WORK TO COMPLETE -
Copy all the lines of the data that include the word "Turnpike".

DATASET EXCERPTS -
* * *
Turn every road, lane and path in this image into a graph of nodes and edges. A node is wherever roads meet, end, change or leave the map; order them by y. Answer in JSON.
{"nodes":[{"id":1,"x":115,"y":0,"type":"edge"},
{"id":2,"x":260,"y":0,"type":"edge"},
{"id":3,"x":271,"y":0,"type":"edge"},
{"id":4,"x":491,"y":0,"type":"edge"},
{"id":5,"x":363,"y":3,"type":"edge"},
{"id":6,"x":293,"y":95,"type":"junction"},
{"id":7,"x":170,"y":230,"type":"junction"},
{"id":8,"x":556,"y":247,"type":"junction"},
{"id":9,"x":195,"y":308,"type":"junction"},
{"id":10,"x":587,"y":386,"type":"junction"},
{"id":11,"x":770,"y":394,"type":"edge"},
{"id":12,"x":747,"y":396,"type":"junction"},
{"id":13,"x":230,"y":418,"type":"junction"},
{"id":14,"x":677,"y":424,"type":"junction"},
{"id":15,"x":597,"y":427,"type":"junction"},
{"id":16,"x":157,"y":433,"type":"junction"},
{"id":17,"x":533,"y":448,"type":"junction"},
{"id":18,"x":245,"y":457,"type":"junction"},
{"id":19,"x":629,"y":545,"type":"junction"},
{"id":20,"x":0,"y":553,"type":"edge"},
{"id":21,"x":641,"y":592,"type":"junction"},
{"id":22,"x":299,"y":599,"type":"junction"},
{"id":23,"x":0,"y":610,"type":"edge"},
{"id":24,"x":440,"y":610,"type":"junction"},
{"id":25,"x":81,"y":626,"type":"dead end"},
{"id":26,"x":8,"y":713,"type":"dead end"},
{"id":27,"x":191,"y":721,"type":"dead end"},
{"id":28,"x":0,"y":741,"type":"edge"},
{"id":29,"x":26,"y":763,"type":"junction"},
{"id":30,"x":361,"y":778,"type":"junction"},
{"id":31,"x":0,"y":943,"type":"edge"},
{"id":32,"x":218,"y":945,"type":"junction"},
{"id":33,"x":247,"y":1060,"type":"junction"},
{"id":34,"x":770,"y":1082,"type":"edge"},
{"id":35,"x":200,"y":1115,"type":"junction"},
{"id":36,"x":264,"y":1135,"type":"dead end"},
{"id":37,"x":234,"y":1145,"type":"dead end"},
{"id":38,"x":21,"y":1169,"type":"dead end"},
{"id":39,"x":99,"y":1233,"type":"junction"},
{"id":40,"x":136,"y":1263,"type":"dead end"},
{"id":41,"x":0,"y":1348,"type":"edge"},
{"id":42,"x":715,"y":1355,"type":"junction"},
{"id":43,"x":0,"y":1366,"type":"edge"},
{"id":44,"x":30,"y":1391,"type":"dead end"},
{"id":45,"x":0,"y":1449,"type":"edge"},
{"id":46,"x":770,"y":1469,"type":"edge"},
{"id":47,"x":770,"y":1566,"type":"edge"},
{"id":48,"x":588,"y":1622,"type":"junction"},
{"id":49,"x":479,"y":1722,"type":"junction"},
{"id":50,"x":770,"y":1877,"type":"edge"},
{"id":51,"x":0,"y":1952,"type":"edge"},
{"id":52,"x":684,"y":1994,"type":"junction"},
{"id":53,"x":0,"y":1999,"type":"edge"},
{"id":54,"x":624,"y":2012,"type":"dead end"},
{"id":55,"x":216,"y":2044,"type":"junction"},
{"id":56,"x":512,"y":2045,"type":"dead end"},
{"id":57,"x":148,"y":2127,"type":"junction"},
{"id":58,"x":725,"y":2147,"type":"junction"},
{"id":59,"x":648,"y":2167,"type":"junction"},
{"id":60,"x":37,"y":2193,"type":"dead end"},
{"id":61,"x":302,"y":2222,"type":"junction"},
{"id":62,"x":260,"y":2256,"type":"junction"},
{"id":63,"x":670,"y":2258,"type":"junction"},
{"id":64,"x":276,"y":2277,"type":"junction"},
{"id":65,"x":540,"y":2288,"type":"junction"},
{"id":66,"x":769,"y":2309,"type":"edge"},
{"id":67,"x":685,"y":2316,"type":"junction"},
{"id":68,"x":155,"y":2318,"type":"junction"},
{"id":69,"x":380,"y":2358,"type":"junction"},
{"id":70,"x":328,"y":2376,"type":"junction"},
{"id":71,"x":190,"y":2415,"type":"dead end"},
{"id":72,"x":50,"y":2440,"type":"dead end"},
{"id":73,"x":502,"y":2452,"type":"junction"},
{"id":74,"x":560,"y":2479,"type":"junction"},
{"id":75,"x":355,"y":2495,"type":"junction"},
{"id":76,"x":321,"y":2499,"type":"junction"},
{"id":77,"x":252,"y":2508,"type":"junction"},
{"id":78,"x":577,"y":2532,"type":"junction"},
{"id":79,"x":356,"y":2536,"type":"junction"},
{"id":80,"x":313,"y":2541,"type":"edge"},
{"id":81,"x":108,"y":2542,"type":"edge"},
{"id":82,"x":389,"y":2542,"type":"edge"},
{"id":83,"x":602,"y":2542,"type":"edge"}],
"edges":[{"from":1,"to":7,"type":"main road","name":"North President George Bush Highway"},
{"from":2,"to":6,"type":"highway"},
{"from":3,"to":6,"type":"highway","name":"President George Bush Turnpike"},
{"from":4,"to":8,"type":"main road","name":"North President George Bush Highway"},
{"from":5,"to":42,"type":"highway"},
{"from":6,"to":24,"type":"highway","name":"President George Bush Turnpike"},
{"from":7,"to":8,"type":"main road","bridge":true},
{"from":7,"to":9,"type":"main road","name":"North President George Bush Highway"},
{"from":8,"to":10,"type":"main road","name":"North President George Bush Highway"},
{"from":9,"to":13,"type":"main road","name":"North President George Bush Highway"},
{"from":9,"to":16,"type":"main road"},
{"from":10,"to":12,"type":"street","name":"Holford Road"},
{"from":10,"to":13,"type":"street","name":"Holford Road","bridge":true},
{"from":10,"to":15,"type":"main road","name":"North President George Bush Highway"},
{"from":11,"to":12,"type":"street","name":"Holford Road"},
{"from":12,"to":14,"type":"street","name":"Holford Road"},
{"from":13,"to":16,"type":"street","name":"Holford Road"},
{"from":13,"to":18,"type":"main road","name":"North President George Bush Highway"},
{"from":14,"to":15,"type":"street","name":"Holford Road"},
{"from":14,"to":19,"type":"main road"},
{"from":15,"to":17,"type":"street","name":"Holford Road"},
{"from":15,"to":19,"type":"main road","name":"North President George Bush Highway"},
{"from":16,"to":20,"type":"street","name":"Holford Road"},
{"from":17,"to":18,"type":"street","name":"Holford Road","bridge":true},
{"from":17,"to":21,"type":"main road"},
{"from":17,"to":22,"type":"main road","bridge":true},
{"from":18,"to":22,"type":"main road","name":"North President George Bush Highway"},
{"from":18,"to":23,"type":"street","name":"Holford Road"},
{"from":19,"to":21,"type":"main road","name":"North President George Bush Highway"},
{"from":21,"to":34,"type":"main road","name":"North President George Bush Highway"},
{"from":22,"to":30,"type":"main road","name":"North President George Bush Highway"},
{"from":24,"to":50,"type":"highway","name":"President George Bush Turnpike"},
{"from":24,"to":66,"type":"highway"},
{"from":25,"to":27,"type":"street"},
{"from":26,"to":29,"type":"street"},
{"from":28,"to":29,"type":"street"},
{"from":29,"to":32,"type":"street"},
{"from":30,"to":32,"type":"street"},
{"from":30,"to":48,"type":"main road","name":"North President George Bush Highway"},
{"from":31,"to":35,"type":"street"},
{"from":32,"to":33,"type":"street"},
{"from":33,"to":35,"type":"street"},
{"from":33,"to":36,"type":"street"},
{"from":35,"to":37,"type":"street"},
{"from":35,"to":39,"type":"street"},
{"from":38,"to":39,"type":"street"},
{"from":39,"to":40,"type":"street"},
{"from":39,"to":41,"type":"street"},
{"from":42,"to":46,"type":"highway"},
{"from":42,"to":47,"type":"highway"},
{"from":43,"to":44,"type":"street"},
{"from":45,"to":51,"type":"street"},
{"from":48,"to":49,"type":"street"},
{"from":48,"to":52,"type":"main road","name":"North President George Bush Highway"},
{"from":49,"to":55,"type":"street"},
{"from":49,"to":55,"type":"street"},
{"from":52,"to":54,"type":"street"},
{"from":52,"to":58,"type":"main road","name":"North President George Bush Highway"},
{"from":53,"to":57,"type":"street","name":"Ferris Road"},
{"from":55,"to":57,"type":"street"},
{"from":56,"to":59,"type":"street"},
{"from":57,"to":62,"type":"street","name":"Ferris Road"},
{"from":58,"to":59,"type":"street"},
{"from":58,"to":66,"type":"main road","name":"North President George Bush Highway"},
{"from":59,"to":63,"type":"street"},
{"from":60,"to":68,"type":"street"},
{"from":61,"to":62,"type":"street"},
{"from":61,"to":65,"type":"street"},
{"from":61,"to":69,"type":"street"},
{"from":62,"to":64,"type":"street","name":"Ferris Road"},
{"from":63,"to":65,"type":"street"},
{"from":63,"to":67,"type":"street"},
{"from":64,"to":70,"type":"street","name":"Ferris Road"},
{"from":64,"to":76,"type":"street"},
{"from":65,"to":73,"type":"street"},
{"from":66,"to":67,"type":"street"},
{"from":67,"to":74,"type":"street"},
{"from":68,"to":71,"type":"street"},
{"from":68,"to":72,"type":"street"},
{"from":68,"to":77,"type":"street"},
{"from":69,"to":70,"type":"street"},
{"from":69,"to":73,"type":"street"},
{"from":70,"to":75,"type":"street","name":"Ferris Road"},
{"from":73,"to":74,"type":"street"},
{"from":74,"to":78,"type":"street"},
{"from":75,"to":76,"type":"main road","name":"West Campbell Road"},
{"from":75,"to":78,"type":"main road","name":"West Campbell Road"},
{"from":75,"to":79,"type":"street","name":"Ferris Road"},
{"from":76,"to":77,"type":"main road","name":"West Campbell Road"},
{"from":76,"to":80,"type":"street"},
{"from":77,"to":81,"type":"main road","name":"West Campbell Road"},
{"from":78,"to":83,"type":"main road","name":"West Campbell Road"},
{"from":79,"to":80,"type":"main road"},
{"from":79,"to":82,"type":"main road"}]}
* * *
TASK SOLUTION -
{"from":3,"to":6,"type":"highway","name":"President George Bush Turnpike"},
{"from":6,"to":24,"type":"highway","name":"President George Bush Turnpike"},
{"from":24,"to":50,"type":"highway","name":"President George Bush Turnpike"},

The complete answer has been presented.